## What this task involves
From the listing below, return every line with the string "junctions" in it.

───── Data supplied

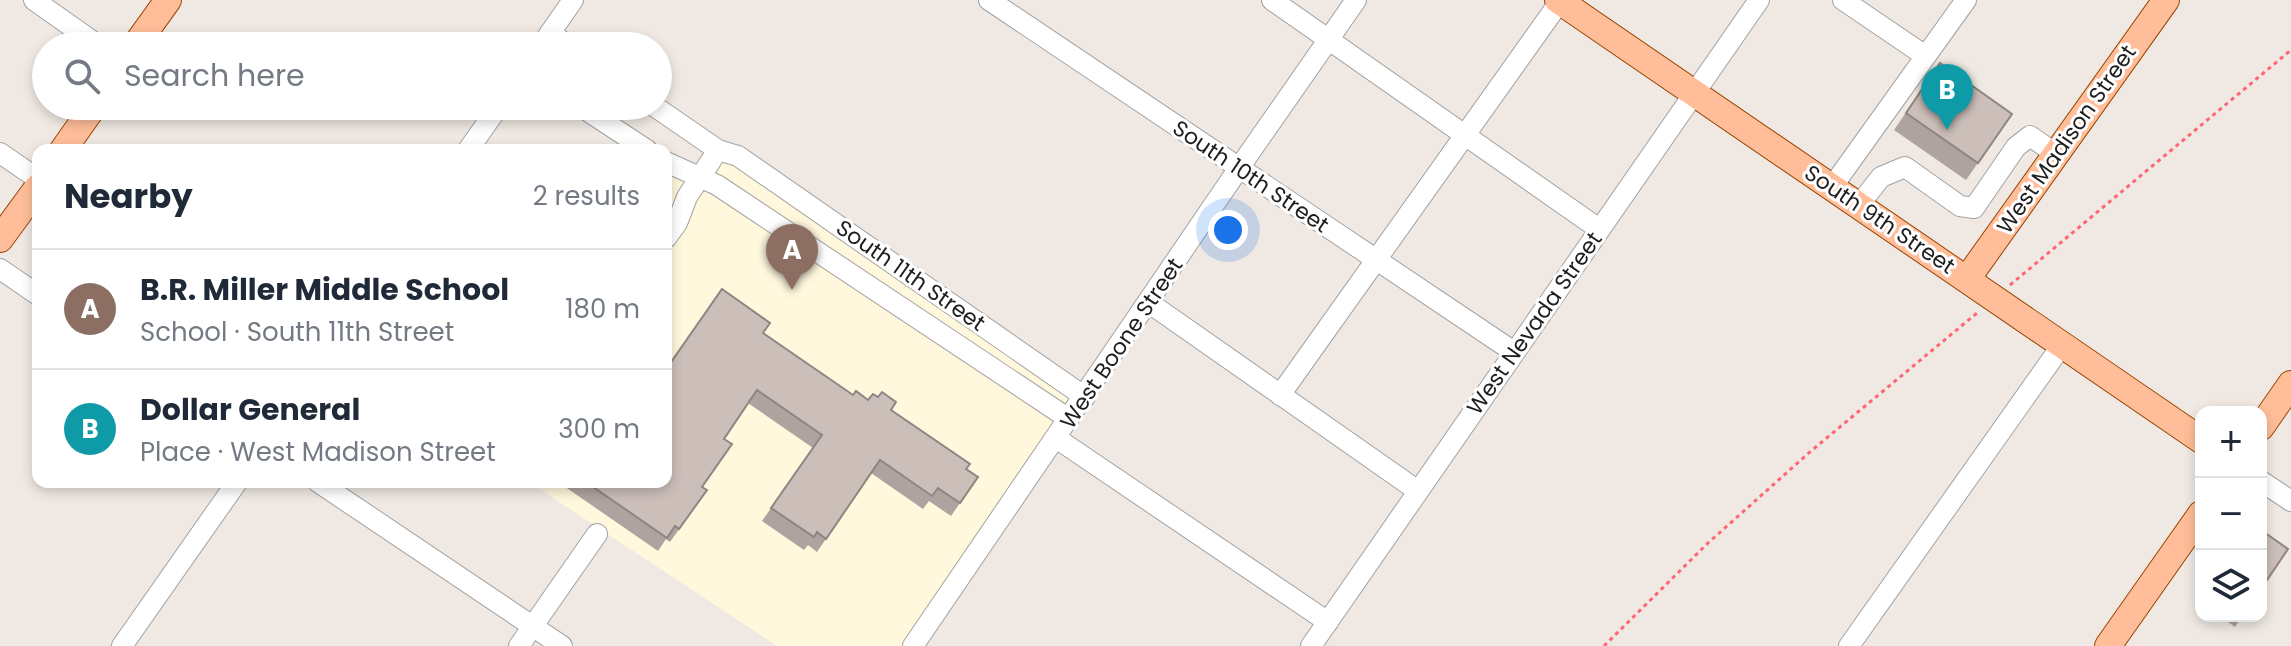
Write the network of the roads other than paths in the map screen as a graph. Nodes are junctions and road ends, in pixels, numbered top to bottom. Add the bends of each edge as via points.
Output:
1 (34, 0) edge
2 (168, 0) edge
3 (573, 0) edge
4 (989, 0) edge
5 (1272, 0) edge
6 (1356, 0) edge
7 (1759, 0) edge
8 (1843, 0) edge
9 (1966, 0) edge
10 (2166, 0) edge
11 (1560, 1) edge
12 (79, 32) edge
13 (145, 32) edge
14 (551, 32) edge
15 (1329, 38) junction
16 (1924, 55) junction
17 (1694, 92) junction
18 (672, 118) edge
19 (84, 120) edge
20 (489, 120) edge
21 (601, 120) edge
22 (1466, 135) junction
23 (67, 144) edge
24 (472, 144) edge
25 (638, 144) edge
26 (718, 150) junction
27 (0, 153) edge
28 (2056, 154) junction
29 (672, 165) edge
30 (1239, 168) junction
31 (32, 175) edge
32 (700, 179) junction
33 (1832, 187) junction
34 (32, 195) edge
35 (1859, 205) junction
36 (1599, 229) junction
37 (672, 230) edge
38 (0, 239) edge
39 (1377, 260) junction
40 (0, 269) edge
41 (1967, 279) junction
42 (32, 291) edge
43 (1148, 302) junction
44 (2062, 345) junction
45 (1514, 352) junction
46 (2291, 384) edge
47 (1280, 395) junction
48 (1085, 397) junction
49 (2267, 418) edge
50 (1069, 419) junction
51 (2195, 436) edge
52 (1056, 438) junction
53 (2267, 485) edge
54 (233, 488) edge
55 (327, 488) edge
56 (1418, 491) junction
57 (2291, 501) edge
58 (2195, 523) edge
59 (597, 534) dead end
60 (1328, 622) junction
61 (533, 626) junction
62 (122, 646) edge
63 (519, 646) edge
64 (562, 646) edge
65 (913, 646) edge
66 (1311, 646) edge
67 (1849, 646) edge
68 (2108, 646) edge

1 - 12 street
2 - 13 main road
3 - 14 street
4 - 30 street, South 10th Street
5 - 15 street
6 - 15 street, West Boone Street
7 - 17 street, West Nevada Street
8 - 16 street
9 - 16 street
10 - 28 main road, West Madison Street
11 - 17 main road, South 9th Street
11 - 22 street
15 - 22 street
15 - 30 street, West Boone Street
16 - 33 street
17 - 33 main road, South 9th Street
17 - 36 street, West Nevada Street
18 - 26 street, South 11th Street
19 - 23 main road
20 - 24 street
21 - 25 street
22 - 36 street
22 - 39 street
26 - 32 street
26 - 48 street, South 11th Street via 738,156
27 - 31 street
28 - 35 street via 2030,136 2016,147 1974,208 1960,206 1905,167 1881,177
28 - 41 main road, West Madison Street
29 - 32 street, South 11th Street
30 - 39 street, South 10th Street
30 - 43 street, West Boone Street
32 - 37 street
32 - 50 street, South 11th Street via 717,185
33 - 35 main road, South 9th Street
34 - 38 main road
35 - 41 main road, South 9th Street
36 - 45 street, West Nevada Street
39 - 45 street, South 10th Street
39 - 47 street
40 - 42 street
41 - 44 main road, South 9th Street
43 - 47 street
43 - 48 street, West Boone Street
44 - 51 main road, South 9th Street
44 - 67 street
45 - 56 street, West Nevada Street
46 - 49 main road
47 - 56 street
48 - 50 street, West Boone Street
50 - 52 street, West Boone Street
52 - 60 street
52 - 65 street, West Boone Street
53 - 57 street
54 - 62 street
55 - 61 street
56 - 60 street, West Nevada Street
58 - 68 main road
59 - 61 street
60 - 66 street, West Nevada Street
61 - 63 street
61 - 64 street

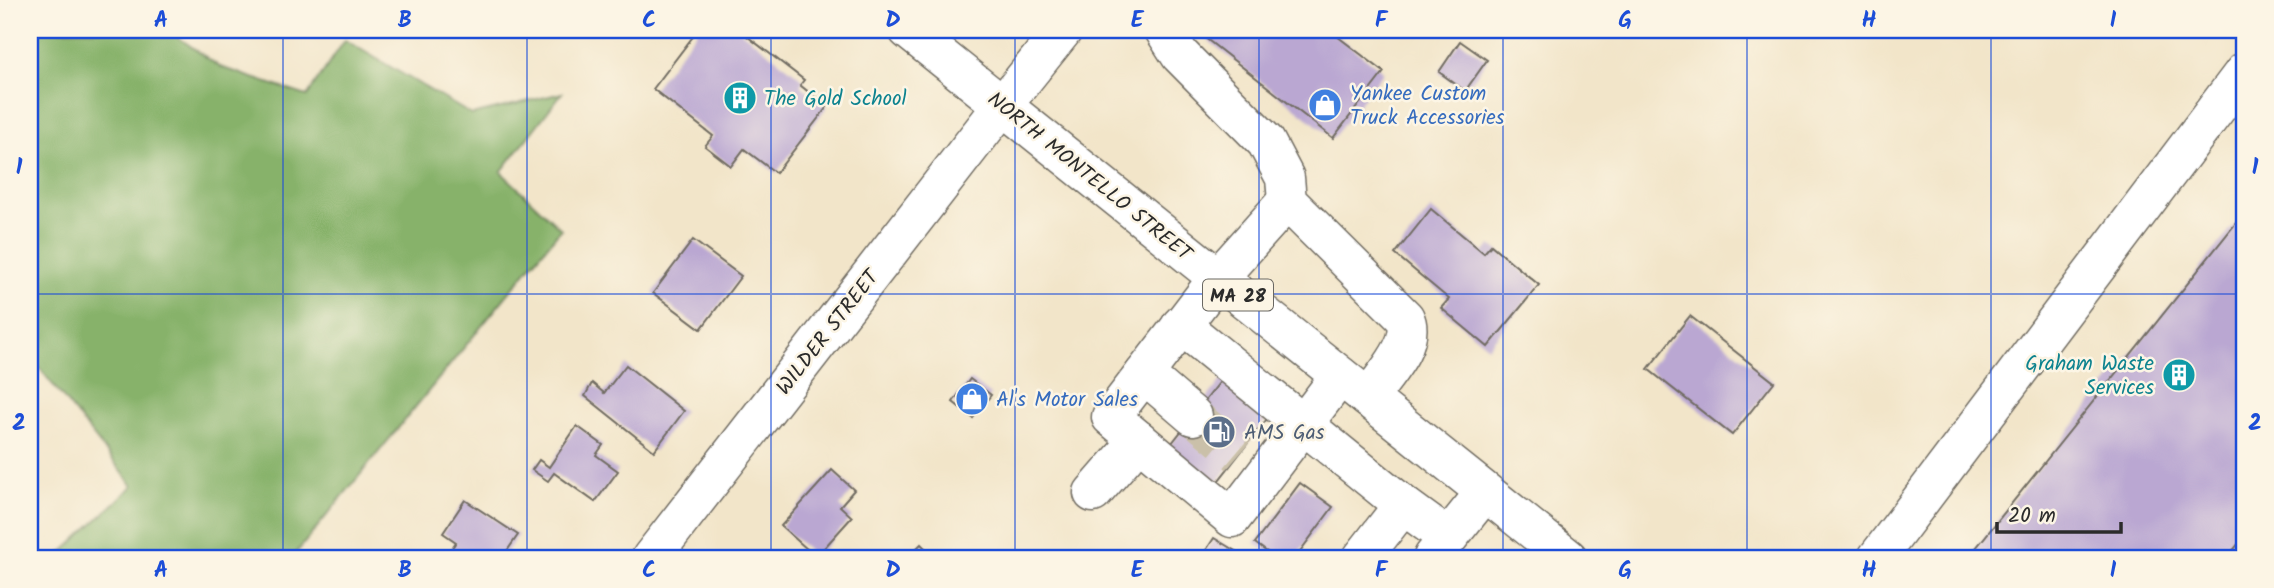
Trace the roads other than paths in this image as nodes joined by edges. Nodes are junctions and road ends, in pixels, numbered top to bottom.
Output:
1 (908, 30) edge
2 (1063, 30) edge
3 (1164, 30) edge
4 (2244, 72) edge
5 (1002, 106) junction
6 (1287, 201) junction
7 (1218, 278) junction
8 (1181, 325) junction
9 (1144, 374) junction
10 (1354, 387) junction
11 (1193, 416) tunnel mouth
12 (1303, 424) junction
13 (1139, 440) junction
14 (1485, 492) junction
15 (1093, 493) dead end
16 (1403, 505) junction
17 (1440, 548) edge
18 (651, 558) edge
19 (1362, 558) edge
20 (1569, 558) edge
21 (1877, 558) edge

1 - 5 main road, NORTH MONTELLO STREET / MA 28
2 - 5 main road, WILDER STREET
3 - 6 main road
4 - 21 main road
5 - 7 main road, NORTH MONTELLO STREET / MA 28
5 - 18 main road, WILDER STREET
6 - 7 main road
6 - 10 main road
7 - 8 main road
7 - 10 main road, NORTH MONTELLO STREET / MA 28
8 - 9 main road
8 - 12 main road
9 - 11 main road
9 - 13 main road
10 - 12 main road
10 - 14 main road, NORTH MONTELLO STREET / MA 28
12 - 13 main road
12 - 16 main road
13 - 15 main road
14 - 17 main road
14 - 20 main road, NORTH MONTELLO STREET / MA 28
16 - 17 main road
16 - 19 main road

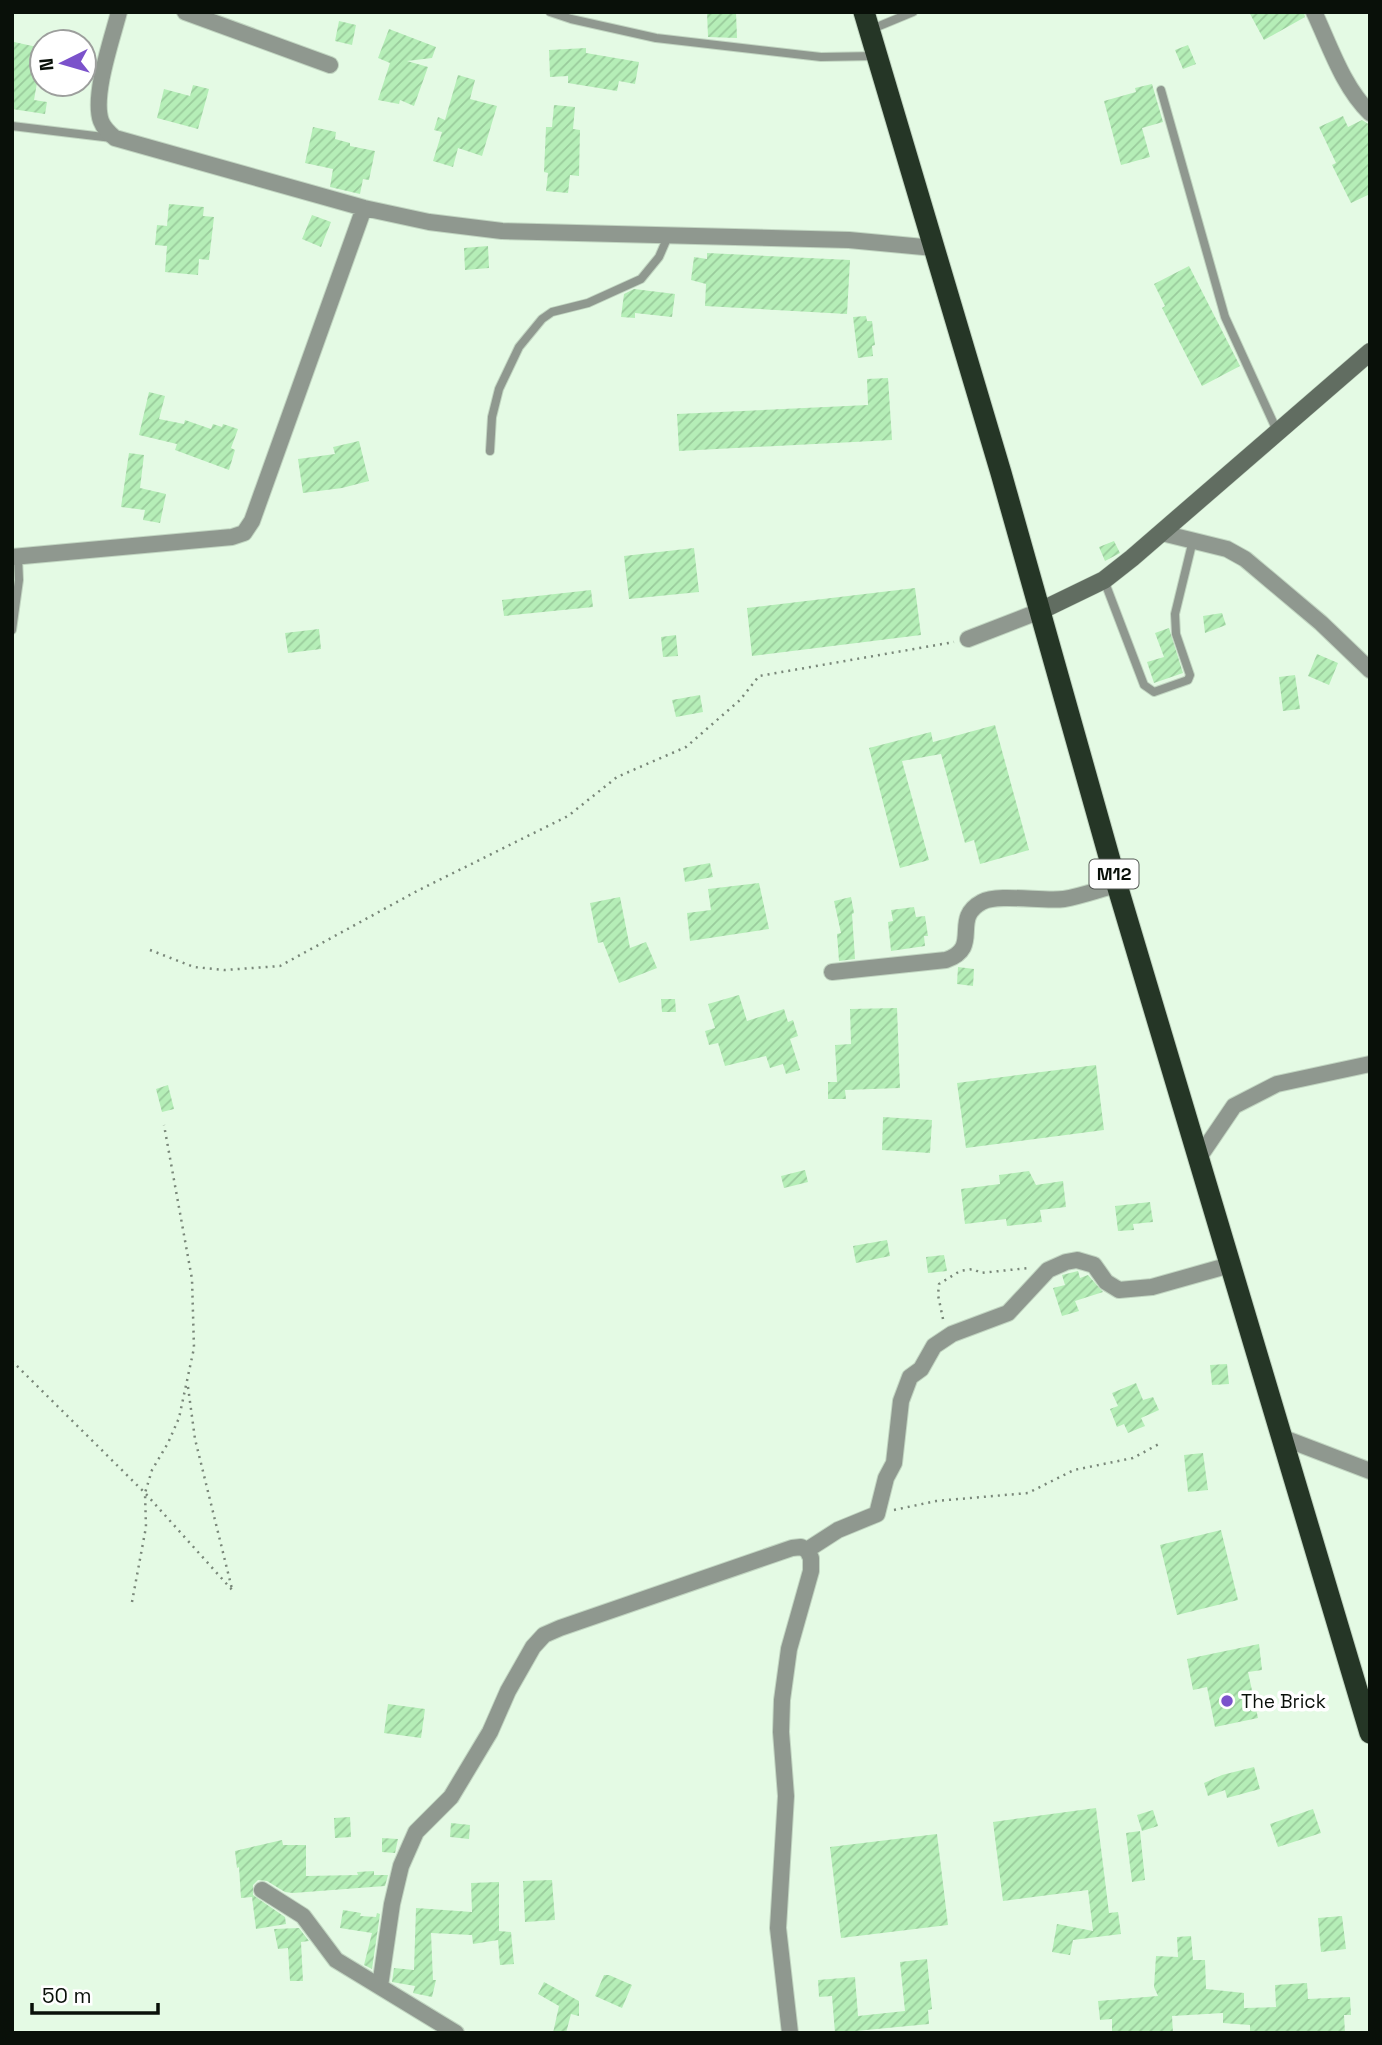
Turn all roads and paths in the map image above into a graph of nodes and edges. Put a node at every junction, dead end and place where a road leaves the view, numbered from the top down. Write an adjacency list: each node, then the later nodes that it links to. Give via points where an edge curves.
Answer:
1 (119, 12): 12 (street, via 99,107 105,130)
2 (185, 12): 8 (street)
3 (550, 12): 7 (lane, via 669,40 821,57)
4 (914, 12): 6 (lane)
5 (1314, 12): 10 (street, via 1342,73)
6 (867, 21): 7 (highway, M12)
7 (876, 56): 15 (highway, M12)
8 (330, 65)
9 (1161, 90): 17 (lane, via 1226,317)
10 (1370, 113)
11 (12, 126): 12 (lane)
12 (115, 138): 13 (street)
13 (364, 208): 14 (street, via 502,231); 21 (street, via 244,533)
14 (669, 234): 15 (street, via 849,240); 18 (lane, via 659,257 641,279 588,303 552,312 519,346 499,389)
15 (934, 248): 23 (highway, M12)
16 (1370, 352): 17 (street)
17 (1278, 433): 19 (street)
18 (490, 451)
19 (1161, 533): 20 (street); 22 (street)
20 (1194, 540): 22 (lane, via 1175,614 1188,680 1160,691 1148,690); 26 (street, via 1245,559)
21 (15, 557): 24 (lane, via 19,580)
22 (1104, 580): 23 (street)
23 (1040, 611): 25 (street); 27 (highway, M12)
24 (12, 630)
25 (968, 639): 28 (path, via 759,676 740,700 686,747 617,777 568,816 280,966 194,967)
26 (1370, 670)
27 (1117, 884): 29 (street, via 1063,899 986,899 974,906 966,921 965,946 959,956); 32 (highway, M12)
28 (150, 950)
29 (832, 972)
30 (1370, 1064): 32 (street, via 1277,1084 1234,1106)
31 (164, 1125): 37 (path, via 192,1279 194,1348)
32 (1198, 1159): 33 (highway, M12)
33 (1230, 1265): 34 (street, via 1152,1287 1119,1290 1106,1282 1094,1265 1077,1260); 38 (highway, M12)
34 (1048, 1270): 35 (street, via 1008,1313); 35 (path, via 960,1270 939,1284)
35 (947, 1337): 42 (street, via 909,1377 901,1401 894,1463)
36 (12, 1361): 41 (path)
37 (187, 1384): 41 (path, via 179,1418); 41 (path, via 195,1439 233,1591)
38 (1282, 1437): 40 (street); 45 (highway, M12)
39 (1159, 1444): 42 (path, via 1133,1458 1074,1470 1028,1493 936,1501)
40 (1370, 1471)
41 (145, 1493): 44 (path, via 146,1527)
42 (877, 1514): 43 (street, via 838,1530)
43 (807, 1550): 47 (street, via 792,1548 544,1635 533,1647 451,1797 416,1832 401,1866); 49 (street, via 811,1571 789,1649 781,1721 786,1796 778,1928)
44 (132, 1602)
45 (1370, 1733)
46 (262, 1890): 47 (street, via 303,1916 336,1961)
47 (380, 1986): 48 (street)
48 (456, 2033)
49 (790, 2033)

──────────

## The completed task
Write the network of the roads other than paths in the map screen as a graph. Nodes are junctions and road ends, in pixels, numbered top to bottom. Add the bends of each edge as via points.
Trace the roads other than paths in this image as nodes joined by edges. Nodes are junctions and road ends, in pixels, numbered top to bottom.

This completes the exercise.